Aunque existen intentos sinceros de reconducción política —proyectos que, pese a enormes resistencias, buscan reconstruir mecanismos de redistribución, fortalecer la sociedad y democratizar el acceso a los recursos colectivos—, demasiadas veces los discursos sobre bienestar social o responsabilidad fiscal terminan funcionando como herramientas de legitimación de la concentración de riqueza en beneficio de minorías privilegiadas.

Así, esta dinámica suele sostener un ciclo histórico de saqueo que se retroalimenta. Primero, los grupos de poder internos capturan el Estado, utilizando el discurso del bienestar social para desviar recursos públicos hacia sus propios intereses, generando ineficiencia, corrupción y endeudamiento. Esa fragilidad es luego aprovechada por actores externos, que, en nombre de la austeridad y la modernización económica, imponen ajustes, privatizaciones y cesiones de soberanía. A medida que las consecuencias sociales —desigualdad, exclusión y resentimiento— se agravan, surgen nuevas demandas internas de recuperación del Estado, reiniciando el ciclo, que usualmente deriva en nuevas formas de extracción, concentración de riqueza y debilitamiento del tejido social.

En este contexto, la disputa real no se da entre proyectos de sociedad opuestos, sino entre dos formas alternativas de saqueo: una local y otra global.

La concentración de riqueza alcanza hoy niveles históricos inéditos, algo que resulta evidente al revisar los datos más recientes de los principales informes internacionales —Oxfam, World Inequality Report, Credit Suisse Global Wealth Report y Forbes—, que revelan cifras contundentes:

El 1% más rico de la población mundial posee cerca del 50% de toda la riqueza global y controla aproximadamente el 46% de los activos financieros existentes. Mientras tanto, el 50% más pobre accede apenas al 2% de los recursos disponibles. Solo en los dos últimos años, el 1% más rico capturó cerca del 63% de toda la nueva riqueza generada a nivel mundial, mientras que el 50% más pobre apenas recibió el 0,7%.

La desigualdad extrema y el desmantelamiento progresivo de los sistemas de protección social no son fallos del sistema: son el resultado lógico de un capitalismo contemporáneo que, en ausencia de contrapesos ideológicos y políticas de redistribución, refuerza sistemáticamente las posiciones dominantes.

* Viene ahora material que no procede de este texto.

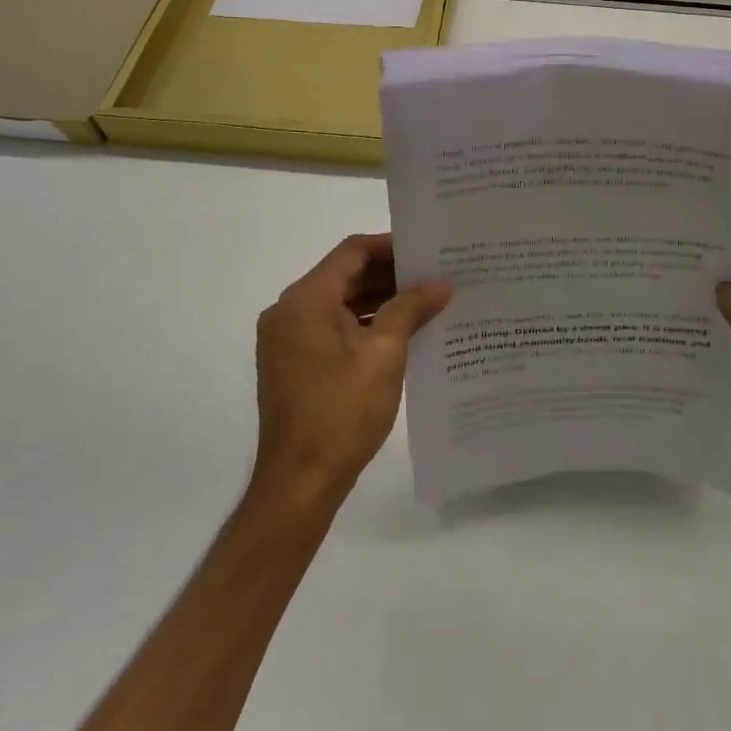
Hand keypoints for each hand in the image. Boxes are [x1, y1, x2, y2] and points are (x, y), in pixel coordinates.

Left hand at [252, 233, 451, 505]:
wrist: (299, 484)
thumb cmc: (342, 411)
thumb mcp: (385, 353)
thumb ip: (411, 309)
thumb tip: (441, 282)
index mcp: (305, 300)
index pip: (351, 253)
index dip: (390, 246)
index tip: (427, 251)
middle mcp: (290, 312)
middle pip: (345, 276)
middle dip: (390, 274)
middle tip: (435, 274)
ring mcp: (288, 340)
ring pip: (340, 303)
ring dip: (380, 300)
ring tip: (427, 301)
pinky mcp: (294, 363)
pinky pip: (333, 328)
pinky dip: (365, 324)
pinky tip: (402, 331)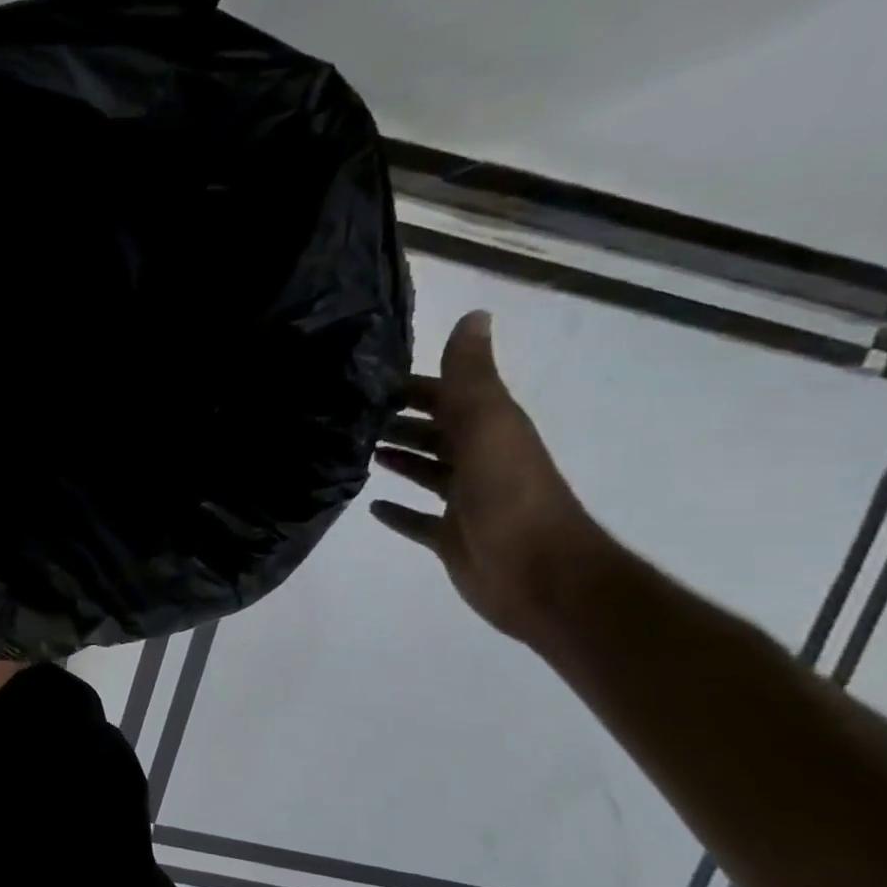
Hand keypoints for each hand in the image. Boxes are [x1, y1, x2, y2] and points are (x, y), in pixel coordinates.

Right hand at [371, 311, 613, 645]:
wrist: (537, 572)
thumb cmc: (508, 493)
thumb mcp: (489, 423)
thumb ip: (472, 375)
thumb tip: (474, 314)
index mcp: (489, 429)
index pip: (446, 396)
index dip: (412, 386)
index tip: (365, 380)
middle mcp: (478, 460)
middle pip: (434, 433)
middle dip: (399, 421)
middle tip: (348, 416)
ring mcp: (464, 501)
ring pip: (426, 472)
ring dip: (398, 460)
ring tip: (357, 451)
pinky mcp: (449, 537)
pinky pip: (417, 520)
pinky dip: (397, 512)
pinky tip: (371, 506)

Lejos de desviarse o colapsar, el capitalismo global funciona exactamente como fue diseñado: concentrar riqueza, maximizar beneficios y expandir el poder económico de una minoría asentada en posiciones de privilegio.

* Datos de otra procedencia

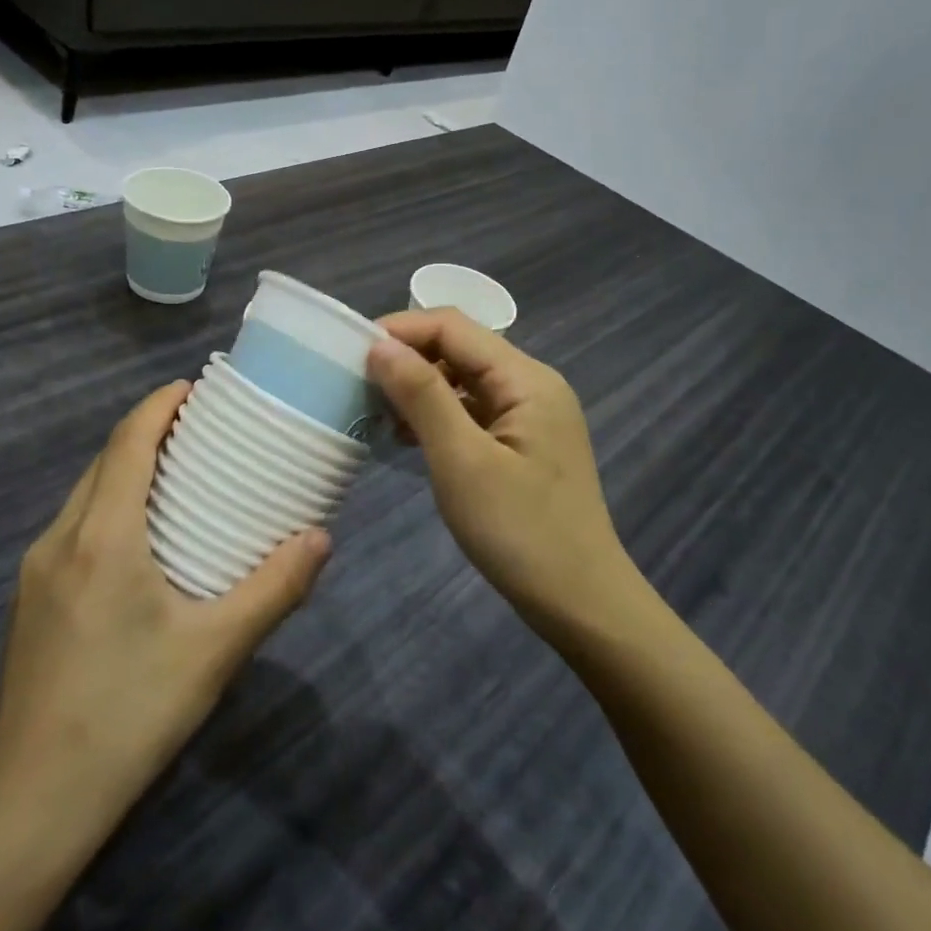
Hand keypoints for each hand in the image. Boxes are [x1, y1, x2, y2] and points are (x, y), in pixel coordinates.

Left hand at [0, 382, 330, 830]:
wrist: (34, 799)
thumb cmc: (130, 712)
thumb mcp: (215, 650)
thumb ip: (273, 589)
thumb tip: (320, 538)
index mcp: (101, 538)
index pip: (126, 444)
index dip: (157, 406)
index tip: (193, 386)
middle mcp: (59, 541)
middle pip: (102, 463)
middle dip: (145, 433)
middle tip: (199, 431)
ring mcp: (35, 573)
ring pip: (83, 496)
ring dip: (125, 471)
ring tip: (176, 477)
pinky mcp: (30, 603)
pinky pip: (73, 529)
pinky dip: (108, 508)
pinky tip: (139, 542)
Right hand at [368, 312, 639, 639]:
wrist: (580, 603)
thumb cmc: (519, 532)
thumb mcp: (462, 460)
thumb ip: (422, 396)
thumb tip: (380, 345)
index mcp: (526, 379)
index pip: (454, 327)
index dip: (401, 330)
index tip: (350, 354)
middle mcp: (532, 386)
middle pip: (461, 349)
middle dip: (408, 358)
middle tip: (356, 385)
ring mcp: (531, 417)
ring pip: (465, 382)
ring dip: (420, 388)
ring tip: (374, 411)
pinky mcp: (523, 445)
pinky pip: (473, 413)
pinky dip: (438, 417)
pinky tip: (407, 438)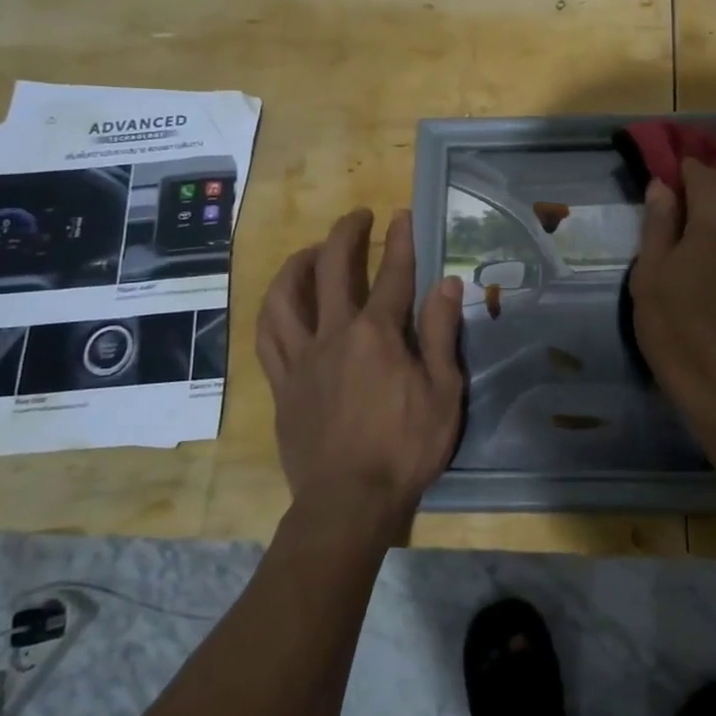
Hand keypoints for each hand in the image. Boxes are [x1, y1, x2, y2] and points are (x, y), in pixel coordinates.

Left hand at [255, 208, 464, 518]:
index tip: (402, 214)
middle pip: (332, 269)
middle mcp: (334, 333)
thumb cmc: (406, 447)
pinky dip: (273, 311)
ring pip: (287, 297)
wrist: (350, 501)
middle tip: (358, 217)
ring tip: (311, 251)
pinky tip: (282, 302)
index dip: (401, 240)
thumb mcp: (443, 391)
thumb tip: (446, 282)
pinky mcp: (282, 383)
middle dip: (346, 234)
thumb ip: (440, 333)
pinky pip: (268, 337)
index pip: (393, 274)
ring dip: (298, 264)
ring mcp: (302, 357)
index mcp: (378, 334)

Además, cuando se desmantela el Estado de Bienestar, el individuo queda expuesto a la lógica pura del mercado. Y en un mercado donde el 1% controla casi la mitad de los activos financieros, el juego está estructuralmente amañado desde el inicio. La competencia libre es una ficción: las condiciones de partida son tan desiguales que el mercado no corrige las asimetrías, sino que las reproduce y profundiza.

La sensación de que las cosas no son como deberían ser no surge de un mal funcionamiento del sistema, sino de la constatación brutal de que el sistema funciona exactamente según fue diseñado.

Y funciona, lamentablemente, mejor que nunca.